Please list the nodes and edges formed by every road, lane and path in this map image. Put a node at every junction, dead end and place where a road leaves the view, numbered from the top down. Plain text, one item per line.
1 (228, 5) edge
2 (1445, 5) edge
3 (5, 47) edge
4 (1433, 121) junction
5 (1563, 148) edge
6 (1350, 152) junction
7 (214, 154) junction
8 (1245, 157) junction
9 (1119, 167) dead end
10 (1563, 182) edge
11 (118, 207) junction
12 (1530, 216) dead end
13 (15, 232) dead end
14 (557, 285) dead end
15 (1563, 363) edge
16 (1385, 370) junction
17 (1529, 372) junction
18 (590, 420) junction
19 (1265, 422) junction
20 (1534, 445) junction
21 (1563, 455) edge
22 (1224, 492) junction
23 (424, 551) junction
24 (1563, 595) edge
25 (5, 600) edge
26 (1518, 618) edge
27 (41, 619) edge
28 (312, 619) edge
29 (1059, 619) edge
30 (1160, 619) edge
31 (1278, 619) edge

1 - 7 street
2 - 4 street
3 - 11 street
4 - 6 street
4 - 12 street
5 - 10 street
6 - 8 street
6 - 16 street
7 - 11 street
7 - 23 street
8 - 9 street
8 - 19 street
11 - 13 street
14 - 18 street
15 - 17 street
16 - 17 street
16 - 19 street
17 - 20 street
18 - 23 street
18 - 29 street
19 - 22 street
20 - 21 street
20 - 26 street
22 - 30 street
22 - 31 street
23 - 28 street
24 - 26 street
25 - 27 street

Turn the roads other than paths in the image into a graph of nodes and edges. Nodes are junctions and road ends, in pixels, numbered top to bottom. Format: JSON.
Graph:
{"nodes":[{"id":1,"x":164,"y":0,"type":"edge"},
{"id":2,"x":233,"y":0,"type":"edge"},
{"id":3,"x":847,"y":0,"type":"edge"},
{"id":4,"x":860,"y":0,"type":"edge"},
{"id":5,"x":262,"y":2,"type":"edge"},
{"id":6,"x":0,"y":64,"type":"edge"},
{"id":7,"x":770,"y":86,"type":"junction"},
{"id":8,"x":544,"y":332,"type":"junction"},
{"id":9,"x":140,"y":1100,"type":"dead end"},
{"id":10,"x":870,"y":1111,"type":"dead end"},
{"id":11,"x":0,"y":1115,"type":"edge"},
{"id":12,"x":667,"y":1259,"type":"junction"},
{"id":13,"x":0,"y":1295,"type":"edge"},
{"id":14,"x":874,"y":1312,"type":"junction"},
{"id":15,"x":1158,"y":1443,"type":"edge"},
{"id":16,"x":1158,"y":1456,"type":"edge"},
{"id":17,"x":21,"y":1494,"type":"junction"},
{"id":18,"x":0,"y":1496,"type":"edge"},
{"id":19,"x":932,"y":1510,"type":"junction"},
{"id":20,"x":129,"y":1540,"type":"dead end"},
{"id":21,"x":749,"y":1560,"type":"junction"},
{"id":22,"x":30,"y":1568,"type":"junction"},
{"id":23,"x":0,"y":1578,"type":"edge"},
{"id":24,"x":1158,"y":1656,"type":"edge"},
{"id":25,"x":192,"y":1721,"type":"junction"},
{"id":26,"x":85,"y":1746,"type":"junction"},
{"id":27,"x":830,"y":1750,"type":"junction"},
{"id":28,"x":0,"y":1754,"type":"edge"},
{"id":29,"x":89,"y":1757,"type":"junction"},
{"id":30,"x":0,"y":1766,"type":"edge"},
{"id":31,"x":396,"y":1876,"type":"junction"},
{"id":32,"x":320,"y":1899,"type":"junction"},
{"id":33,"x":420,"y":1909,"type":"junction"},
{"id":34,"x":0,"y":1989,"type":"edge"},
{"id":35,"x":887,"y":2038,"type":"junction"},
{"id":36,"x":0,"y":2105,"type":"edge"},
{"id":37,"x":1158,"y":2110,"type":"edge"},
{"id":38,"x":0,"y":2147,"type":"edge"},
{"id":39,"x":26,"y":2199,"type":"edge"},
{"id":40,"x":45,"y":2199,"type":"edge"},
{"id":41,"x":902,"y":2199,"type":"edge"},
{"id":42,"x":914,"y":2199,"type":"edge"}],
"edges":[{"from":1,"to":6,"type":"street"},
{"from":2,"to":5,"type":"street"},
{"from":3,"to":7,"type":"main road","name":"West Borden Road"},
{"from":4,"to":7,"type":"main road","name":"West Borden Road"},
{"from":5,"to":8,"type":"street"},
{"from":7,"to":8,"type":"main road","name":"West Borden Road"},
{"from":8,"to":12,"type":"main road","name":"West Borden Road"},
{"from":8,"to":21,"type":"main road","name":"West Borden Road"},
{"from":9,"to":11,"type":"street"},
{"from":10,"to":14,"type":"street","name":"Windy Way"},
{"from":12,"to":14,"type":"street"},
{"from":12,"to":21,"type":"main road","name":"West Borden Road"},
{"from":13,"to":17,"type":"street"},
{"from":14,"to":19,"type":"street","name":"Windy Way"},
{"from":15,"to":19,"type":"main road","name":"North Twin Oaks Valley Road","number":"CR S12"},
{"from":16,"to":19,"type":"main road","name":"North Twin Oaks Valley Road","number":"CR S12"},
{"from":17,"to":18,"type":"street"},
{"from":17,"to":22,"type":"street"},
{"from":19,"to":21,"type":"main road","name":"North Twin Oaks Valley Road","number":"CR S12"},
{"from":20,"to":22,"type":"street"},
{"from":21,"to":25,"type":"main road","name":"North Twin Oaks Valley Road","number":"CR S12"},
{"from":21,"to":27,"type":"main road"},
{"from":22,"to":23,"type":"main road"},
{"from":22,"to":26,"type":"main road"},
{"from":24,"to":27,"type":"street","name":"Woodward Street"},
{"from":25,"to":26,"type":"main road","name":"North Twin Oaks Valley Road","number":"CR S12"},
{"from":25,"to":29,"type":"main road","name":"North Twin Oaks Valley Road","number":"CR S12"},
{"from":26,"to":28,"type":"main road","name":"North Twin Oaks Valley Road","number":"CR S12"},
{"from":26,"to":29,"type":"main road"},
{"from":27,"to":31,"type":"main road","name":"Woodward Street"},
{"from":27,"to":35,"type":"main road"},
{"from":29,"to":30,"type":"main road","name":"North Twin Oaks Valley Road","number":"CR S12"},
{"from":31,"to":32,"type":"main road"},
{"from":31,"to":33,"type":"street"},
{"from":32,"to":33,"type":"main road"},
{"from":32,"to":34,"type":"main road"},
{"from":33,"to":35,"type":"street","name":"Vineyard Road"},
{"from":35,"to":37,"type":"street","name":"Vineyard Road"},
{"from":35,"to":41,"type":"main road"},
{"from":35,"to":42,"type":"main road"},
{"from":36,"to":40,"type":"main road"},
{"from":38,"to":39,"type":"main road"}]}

+---+

Quote the records above exactly, from the first line through the line containing "Turn the roads", and nothing more.

**WRITTEN SOLUTION**:
Please list the nodes and edges formed by every road, lane and path in this map image. Put a node at every junction, dead end and place where a road leaves the view, numbered from the top down. Plain text, one item per line.
1 (228, 5) edge
2 (1445, 5) edge
3 (5, 47) edge
4 (1433, 121) junction
5 (1563, 148) edge
6 (1350, 152) junction
7 (214, 154) junction
8 (1245, 157) junction
9 (1119, 167) dead end
10 (1563, 182) edge
11 (118, 207) junction
12 (1530, 216) dead end
13 (15, 232) dead end
14 (557, 285) dead end
15 (1563, 363) edge
16 (1385, 370) junction
17 (1529, 372) junction
18 (590, 420) junction
19 (1265, 422) junction
20 (1534, 445) junction
21 (1563, 455) edge
22 (1224, 492) junction
23 (424, 551) junction
24 (1563, 595) edge
25 (5, 600) edge
26 (1518, 618) edge
27 (41, 619) edge
28 (312, 619) edge
29 (1059, 619) edge
30 (1160, 619) edge
31 (1278, 619) edge

1 - 7 street
2 - 4 street
3 - 11 street
4 - 6 street
4 - 12 street
5 - 10 street
6 - 8 street
6 - 16 street
7 - 11 street
7 - 23 street
8 - 9 street
8 - 19 street
11 - 13 street
14 - 18 street
15 - 17 street
16 - 17 street
16 - 19 street
17 - 20 street
18 - 23 street
18 - 29 street
19 - 22 street
20 - 21 street
20 - 26 street
22 - 30 street
22 - 31 street
23 - 28 street
24 - 26 street
25 - 27 street

Turn the roads other than paths in the image into a graph of nodes and edges. Nodes are junctions and road ends, in pixels, numbered top to bottom. Format: JSON.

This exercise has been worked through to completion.